Academy: Dylan not coming to Stockholm to pick up his Nobel

Bob Dylan in 1965
Bob Dylan smiles during a meeting with the British press, April 28, 1965.
Harry Thompson | Evening Standard | Hulton Archive | Getty Images 1965

Bob Dylan won't be coming to Stockholm to pick up his 2016 Nobel Prize for literature at the Dec. 10 prize ceremony, the Swedish Academy said Wednesday.

The Academy says Dylan told them that "he wishes he could receive the prize personally, but other commitments make it unfortunately impossible."

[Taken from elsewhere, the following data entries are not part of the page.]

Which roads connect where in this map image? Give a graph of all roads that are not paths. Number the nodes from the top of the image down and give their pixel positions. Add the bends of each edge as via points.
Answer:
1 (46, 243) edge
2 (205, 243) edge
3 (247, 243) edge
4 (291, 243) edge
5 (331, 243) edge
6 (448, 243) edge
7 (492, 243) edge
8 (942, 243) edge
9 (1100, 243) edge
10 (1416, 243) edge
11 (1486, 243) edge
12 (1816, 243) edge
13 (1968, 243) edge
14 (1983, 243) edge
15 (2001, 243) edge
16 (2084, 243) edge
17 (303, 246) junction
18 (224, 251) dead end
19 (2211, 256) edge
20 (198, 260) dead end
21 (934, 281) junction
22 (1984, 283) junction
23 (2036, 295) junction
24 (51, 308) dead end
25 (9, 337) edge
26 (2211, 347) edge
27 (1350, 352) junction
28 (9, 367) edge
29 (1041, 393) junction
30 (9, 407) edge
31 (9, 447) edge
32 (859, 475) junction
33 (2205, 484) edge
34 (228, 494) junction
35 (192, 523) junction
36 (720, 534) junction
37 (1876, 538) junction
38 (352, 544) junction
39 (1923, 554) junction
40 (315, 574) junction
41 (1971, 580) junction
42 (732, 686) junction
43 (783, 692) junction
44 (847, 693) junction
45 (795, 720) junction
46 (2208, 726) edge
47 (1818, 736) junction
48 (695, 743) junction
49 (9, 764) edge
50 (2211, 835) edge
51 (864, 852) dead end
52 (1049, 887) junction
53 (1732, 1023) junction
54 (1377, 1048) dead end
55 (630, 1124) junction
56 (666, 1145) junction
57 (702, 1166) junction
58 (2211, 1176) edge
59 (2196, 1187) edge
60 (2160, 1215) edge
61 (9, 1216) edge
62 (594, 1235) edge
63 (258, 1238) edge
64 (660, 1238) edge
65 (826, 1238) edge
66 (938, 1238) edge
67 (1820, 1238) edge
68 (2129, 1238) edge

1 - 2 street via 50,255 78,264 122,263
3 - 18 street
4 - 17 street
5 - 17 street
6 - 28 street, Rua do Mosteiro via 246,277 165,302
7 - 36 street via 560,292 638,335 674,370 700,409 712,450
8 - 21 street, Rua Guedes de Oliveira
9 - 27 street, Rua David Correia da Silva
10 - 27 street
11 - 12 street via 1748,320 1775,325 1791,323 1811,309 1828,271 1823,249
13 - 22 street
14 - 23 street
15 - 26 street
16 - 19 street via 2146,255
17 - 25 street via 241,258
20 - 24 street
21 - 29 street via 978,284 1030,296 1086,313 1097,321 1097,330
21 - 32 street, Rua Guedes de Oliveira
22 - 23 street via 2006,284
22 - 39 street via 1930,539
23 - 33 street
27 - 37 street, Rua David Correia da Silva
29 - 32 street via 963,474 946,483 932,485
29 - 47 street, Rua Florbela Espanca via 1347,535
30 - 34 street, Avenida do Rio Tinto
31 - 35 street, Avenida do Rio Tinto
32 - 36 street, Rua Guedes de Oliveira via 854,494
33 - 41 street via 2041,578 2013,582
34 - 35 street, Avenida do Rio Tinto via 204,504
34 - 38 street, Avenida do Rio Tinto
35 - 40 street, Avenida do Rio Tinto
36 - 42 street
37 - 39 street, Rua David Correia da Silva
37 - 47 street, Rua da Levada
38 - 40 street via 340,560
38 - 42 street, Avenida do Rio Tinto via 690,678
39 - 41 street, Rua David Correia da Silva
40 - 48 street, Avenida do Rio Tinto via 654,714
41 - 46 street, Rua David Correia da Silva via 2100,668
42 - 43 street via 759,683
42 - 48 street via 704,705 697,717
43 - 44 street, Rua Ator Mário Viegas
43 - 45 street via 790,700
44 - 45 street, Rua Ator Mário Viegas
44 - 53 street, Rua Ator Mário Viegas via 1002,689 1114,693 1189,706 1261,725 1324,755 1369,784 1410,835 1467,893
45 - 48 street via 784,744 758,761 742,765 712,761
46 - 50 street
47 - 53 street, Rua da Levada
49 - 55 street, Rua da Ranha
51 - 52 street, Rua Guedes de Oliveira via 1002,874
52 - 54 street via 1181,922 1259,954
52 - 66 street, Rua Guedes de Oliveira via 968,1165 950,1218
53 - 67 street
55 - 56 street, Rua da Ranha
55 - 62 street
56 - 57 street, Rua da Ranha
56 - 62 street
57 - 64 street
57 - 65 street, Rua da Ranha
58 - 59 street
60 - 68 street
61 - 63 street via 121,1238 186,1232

The 75-year-old American singer-songwriter was awarded the prize on Oct. 13 "for having created new poetic expressions within the great American song tradition."

The literature prize and five other Nobel Prizes will be officially conferred upon winners in Stockholm next month on the anniversary of award founder Alfred Nobel's death in 1896.

The Academy said it "respects Bon Dylan's decision," adding it was not traveling to the Swedish capital to personally pick up the prestigious award was "unusual, but not exceptional."

Literature laureates have skipped the ceremony before. In 2004, Austrian playwright and novelist Elfriede Jelinek stayed home, citing a social phobia.

"The award is still theirs, as it now belongs to Bob Dylan," the Academy said. "We are looking forward to Bob Dylan's Nobel lecture, which he must hold, according to the requirements, within six months" from Dec. 10.